### Material provided
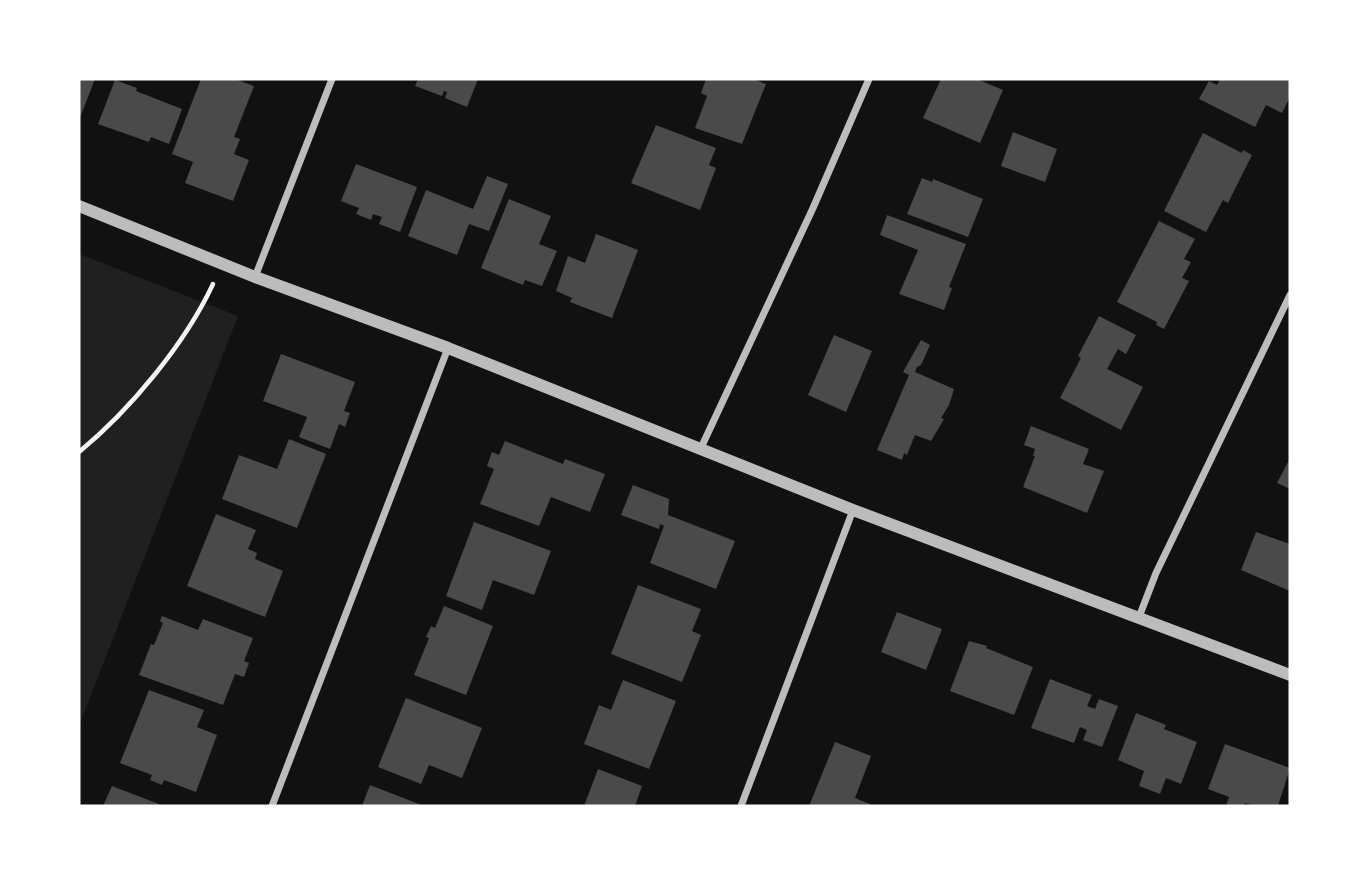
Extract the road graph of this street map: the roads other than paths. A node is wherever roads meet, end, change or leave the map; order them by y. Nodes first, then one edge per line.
1 (332, 79) edge
2 (869, 79) edge
3 (79, 206) edge
4 (255, 277) junction
5 (1290, 295) edge
6 (448, 348) junction
7 (700, 450) junction
8 (853, 510) junction
9 (1139, 617) junction
10 (1290, 675) edge
11 (272, 806) edge
12 (741, 806) edge

1 - 4 street
2 - 7 street
3 - 4 street
4 - 6 street
5 - 9 street
6 - 7 street
6 - 11 street
7 - 8 street
8 - 9 street
8 - 12 street
9 - 10 street

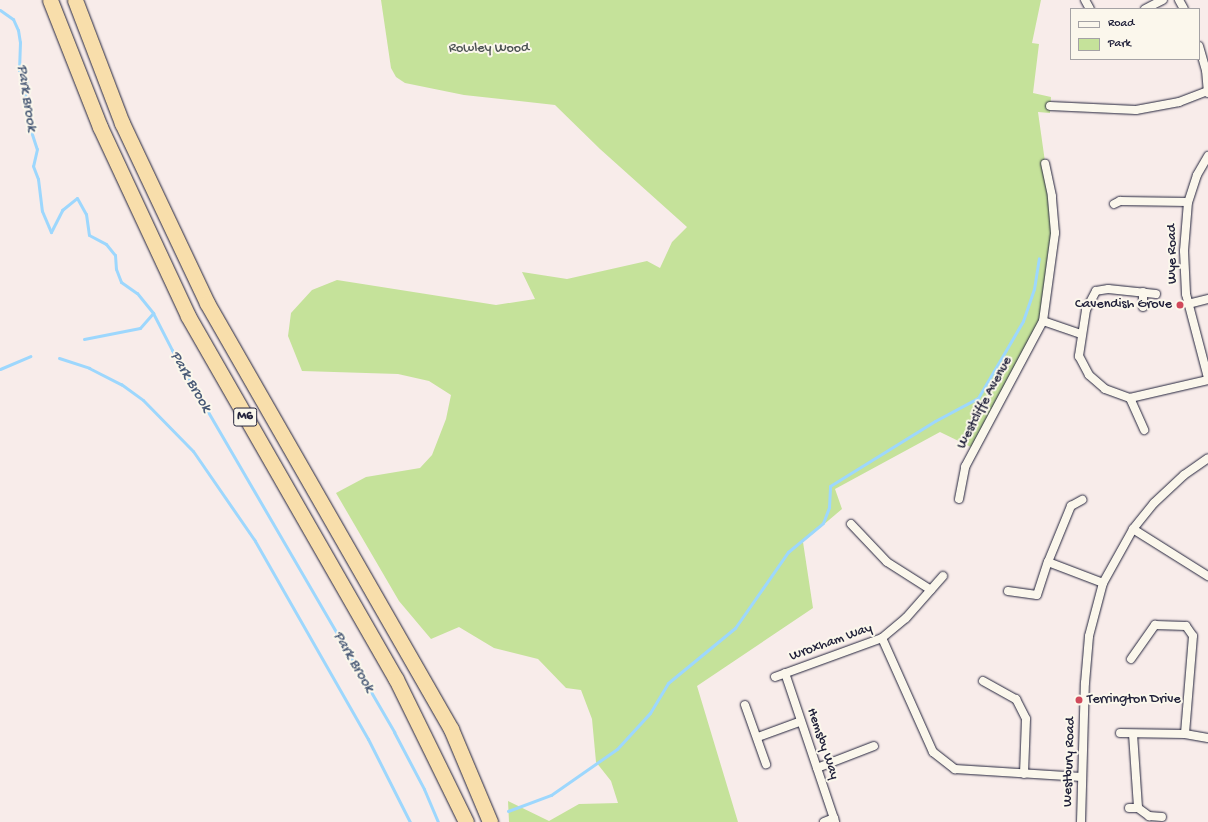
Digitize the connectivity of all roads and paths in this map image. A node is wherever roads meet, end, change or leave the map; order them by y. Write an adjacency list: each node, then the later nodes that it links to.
1 (50, 0): 55 (highway, M6)
2 (74, 0): 56 (highway, M6)
3 (1163, 0): 4 (street)
4 (1147, 8)
5 (1205, 55): 6 (street)
6 (1208, 92): 7 (street)
7 (1050, 106)
8 (1208, 156): 10 (street, Wye Road)
9 (1045, 164): 17 (street, Westcliffe Avenue)
10 (1188, 202): 11 (street); 15 (street, Wye Road)
11 (1114, 204)
12 (1143, 292): 13 (street); 16 (street); 18 (street)
13 (1156, 294)
14 (1208, 299): 15 (street)
15 (1188, 304): 19 (street, Wye Road)
16 (1143, 307)
17 (1043, 321): 18 (street); 23 (street, Westcliffe Avenue)
18 (1081, 334): 20 (street)
19 (1208, 379): 20 (street)
20 (1130, 398): 21 (street)
21 (1144, 430)
22 (1208, 458): 26 (street, Westbury Road)
23 (959, 499)
24 (1082, 500): 27 (street)
25 (851, 524): 31 (street)
26 (1133, 529): 29 (street); 30 (street, Westbury Road)
27 (1048, 562): 30 (street); 32 (street)
28 (943, 576): 31 (street, Wroxham Way)
29 (1208, 576)
30 (1103, 583): 49 (street, Westbury Road)
31 (931, 590): 33 (street, Wroxham Way)
32 (1008, 590)
33 (882, 638): 35 (street, Wroxham Way); 48 (street)
34 (1131, 659): 42 (street)
35 (785, 673): 36 (street, Wroxham Way); 39 (street, Hemsby Way)
36 (776, 677)
37 (983, 681): 48 (street)
38 (745, 705): 43 (street)
39 (799, 722): 43 (street); 47 (street, Hemsby Way)
40 (1120, 733): 41 (street)
41 (1133, 734): 42 (street); 51 (street)
42 (1185, 734): 44 (street)
43 (758, 737): 46 (street)
44 (1208, 738)
45 (874, 746): 47 (street)
46 (766, 764)
47 (817, 768): 54 (street, Hemsby Way)
48 (1024, 774): 49 (street)
49 (1082, 777): 58 (street, Westbury Road)
50 (1129, 808): 51 (street)
51 (1138, 808): 53 (street)
52 (1162, 817): 53 (street)
53 (1149, 819)
54 (835, 820): 57 (street)
55 (466, 822)
56 (490, 822)
57 (824, 822)
58 (1081, 822)

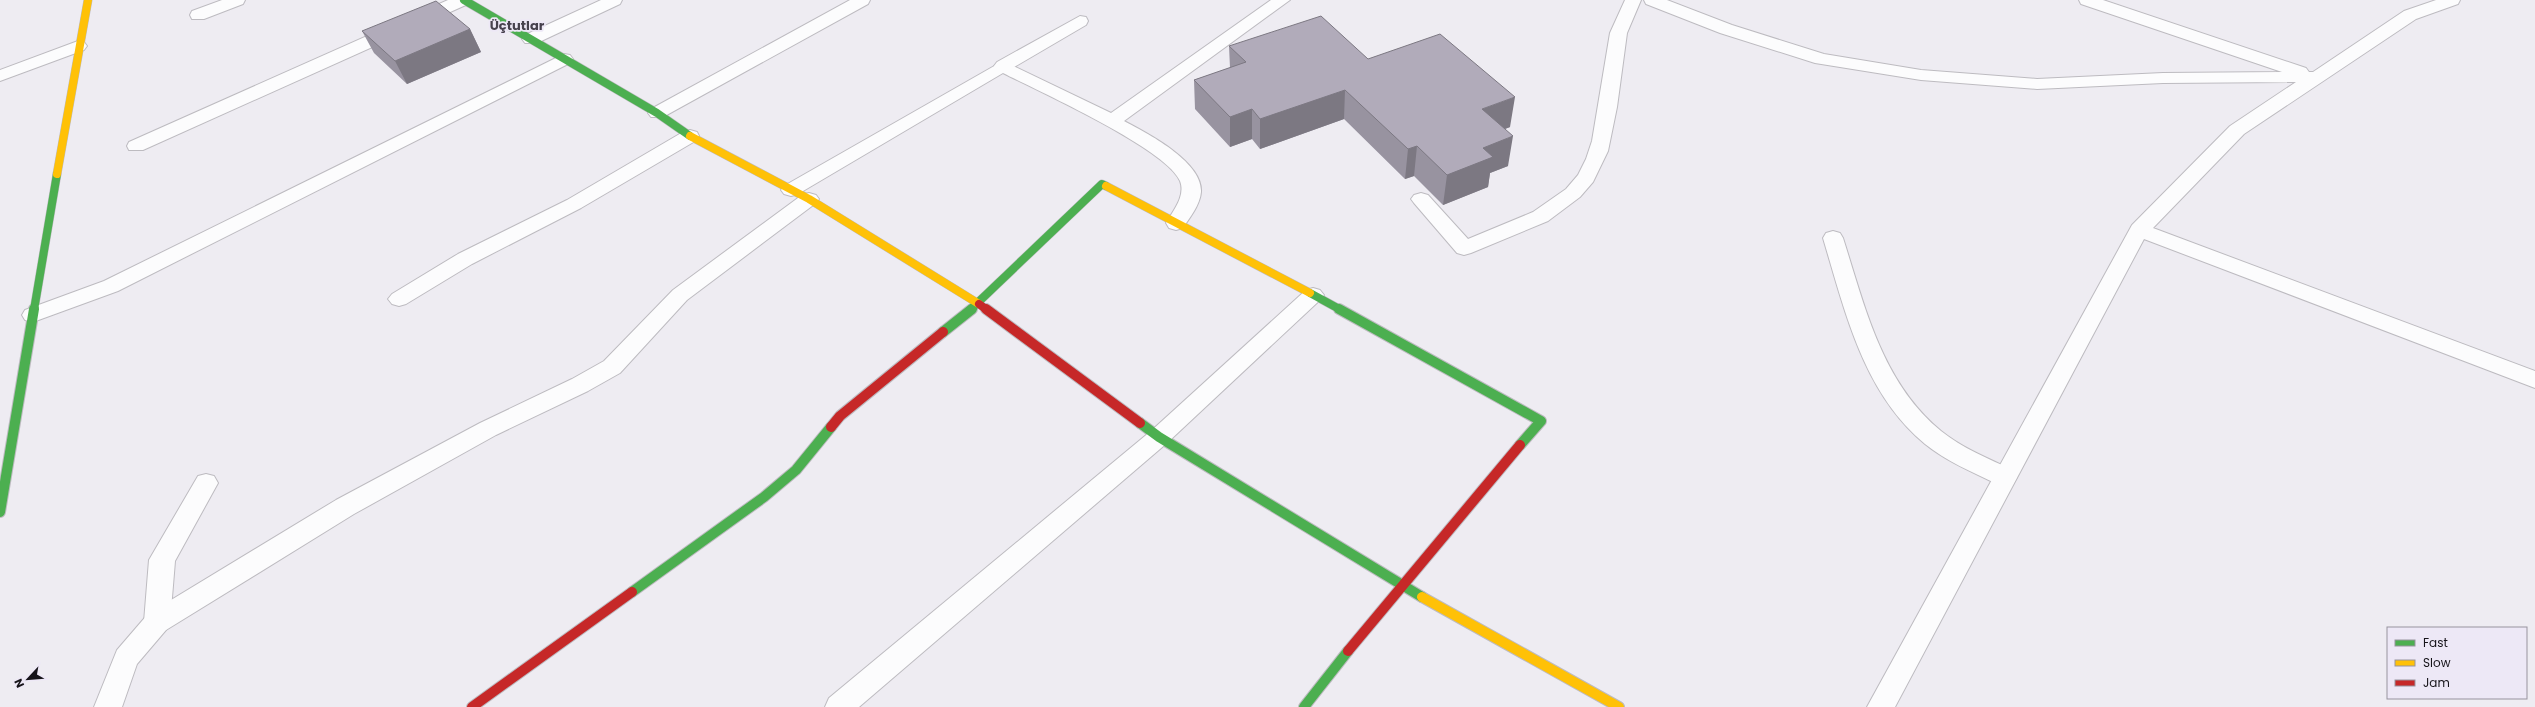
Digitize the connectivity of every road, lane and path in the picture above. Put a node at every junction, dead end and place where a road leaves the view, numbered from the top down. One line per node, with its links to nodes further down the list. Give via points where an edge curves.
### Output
1 (88, 0): 14 (street)
2 (236, 0): 11 (street)
3 (463, 0): 13 (street); 22 (street)
4 (614, 0): 13 (street)
5 (862, 0): 19 (street)
6 (1282, 0): 20 (street)
7 (1633, 0): 24 (street, via 1619,28 1614,73 1597,158 1571,196 1523,226 1464,248)
8 (1652, 0): 18 (street, via 1726,30 1821,59 1921,75 2037,84 2163,78)
9 (2087, 0): 18 (street)
10 (2452, 0): 18 (street, via 2410,15)
11 (198, 15)
12 (1080, 21): 16 (street)
13 (531, 39): 15 (street)
14 (78, 46): 17 (street); 31 (street)
15 (564, 59): 19 (street); 31 (street, via 111,286)
16 (1003, 66): 20 (street); 23 (street)
17 (0, 76)
18 (2316, 77): 26 (street, via 2237,130)
19 (657, 113): 21 (street)
20 (1112, 121): 25 (street, via 1165,154 1180,165 1186,174 1191,199)
21 (690, 136): 23 (street); 29 (street, via 574,204 465,259)
22 (136, 146)
23 (800, 194): 30 (street); 38 (street, via 680,295 612,367 488,429 345,507)
24 (1421, 199)
25 (1176, 223): 28 (street); 30 (street, via 1102,184)
26 (2139, 230): 32 (street); 34 (street)
27 (1833, 238): 34 (street, via 1871,353 1882,378 1899,403 1933,437 1954,451)
28 (1313, 295): 33 (street); 37 (street, via 1541,421)
29 (398, 299)
30 (978, 304): 33 (street); 40 (street, via 840,416 796,470 764,497)
31 (33, 316): 36 (street)
32 (2535, 380)
33 (1159, 436): 37 (street); 41 (street)
34 (2005, 477): 44 (street)
35 (206, 484): 38 (street, via 162,560)
36 (0, 512)
37 (1401, 585): 42 (street); 43 (street)
38 (157, 622): 39 (street, via 126,658)
39 (108, 707)
40 (472, 707)
41 (839, 707)
42 (1304, 707)
43 (1619, 707)
44 (1881, 707)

### Activity
I need the entries printed exactly, with each picture left out.

### Problem solution
Extract the road graph of this street map: the roads other than paths. A node is wherever roads meet, end, change or leave the map; order them by y. Nodes first, then one edge per line.
1 (332, 79) edge
2 (869, 79) edge
3 (79, 206) edge
4 (255, 277) junction
5 (1290, 295) edge
6 (448, 348) junction
7 (700, 450) junction
8 (853, 510) junction
9 (1139, 617) junction
10 (1290, 675) edge
11 (272, 806) edge
12 (741, 806) edge

1 - 4 street
2 - 7 street
3 - 4 street
4 - 6 street
5 - 9 street
6 - 7 street
6 - 11 street
7 - 8 street
8 - 9 street
8 - 12 street
9 - 10 street

Digitize the connectivity of all roads and paths in this map image. A node is wherever roads meet, end, change or leave the map; order them by y. Write an adjacency list: each node, then the later nodes that it links to.
1 (50, 0): 55 (highway, M6)
2 (74, 0): 56 (highway, M6)
3 (1163, 0): 4 (street)
4 (1147, 8)
5 (1205, 55): 6 (street)
6 (1208, 92): 7 (street)
7 (1050, 106)
8 (1208, 156): 10 (street, Wye Road)
9 (1045, 164): 17 (street, Westcliffe Avenue)
10 (1188, 202): 11 (street); 15 (street, Wye Road)
11 (1114, 204)
12 (1143, 292): 13 (street); 16 (street); 18 (street)
13 (1156, 294)
14 (1208, 299): 15 (street)
15 (1188, 304): 19 (street, Wye Road)
16 (1143, 307)
17 (1043, 321): 18 (street); 23 (street, Westcliffe Avenue)
18 (1081, 334): 20 (street)
19 (1208, 379): 20 (street)
20 (1130, 398): 21 (street)
21 (1144, 430)
22 (1208, 458): 26 (street, Westbury Road)
23 (959, 499)
24 (1082, 500): 27 (street)
25 (851, 524): 31 (street)
26 (1133, 529): 29 (street); 30 (street, Westbury Road)
27 (1048, 562): 30 (street); 32 (street)
28 (943, 576): 31 (street, Wroxham Way)
29 (1208, 576)
30 (1103, 583): 49 (street, Westbury Road)
31 (931, 590): 33 (street, Wroxham Way)
32 (1008, 590)
33 (882, 638): 35 (street, Wroxham Way); 48 (street)
34 (1131, 659): 42 (street)
35 (785, 673): 36 (street, Wroxham Way); 39 (street, Hemsby Way)
36 (776, 677)
37 (983, 681): 48 (street)
38 (745, 705): 43 (street)
39 (799, 722): 43 (street); 47 (street, Hemsby Way)
40 (1120, 733): 41 (street)
41 (1133, 734): 42 (street); 51 (street)
42 (1185, 734): 44 (street)
43 (758, 737): 46 (street)
44 (1208, 738)
45 (874, 746): 47 (street)
46 (766, 764)
47 (817, 768): 54 (street, Hemsby Way)
48 (1024, 774): 49 (street)
49 (1082, 777): 58 (street, Westbury Road)
50 (1129, 808): 51 (street)
51 (1138, 808): 53 (street)
52 (1162, 817): 53 (street)
53 (1149, 819)
54 (835, 820): 57 (street)
55 (466, 822)
56 (490, 822)
57 (824, 822)
58 (1081, 822)

Digitize the connectivity of every road, lane and path in the picture above. Put a node at every junction, dead end and place where a road leaves the view, numbered from the top down. One line per node, with its links to nodes further down the list. Give via points where an edge curves.
### Output
1 (88, 0): 14 (street)
2 (236, 0): 11 (street)
3 (463, 0): 13 (street); 22 (street)
4 (614, 0): 13 (street)
5 (862, 0): 19 (street)
6 (1282, 0): 20 (street)
7 (1633, 0): 24 (street, via 1619,28 1614,73 1597,158 1571,196 1523,226 1464,248)
8 (1652, 0): 18 (street, via 1726,30 1821,59 1921,75 2037,84 2163,78)
9 (2087, 0): 18 (street)
10 (2452, 0): 18 (street, via 2410,15)
11 (198, 15)
12 (1080, 21): 16 (street)
13 (531, 39): 15 (street)
14 (78, 46): 17 (street); 31 (street)
15 (564, 59): 19 (street); 31 (street, via 111,286)
16 (1003, 66): 20 (street); 23 (street)
17 (0, 76)
18 (2316, 77): 26 (street, via 2237,130)
19 (657, 113): 21 (street)
20 (1112, 121): 25 (street, via 1165,154 1180,165 1186,174 1191,199)
21 (690, 136): 23 (street); 29 (street, via 574,204 465,259)
22 (136, 146)
23 (800, 194): 30 (street); 38 (street, via 680,295 612,367 488,429 345,507)
24 (1421, 199)
25 (1176, 223): 28 (street); 30 (street, via 1102,184)
26 (2139, 230): 32 (street); 34 (street)
27 (1833, 238): 34 (street, via 1871,353 1882,378 1899,403 1933,437 1954,451)
28 (1313, 295): 33 (street); 37 (street, via 1541,421)
29 (398, 299)
30 (978, 304): 33 (street); 40 (street, via 840,416 796,470 764,497)
31 (33, 316): 36 (street)
32 (2535, 380)
33 (1159, 436): 37 (street); 41 (street)
34 (2005, 477): 44 (street)
35 (206, 484): 38 (street, via 162,560)
36 (0, 512)
37 (1401, 585): 42 (street); 43 (street)
38 (157, 622): 39 (street, via 126,658)
39 (108, 707)
40 (472, 707)
41 (839, 707)
42 (1304, 707)
43 (1619, 707)
44 (1881, 707)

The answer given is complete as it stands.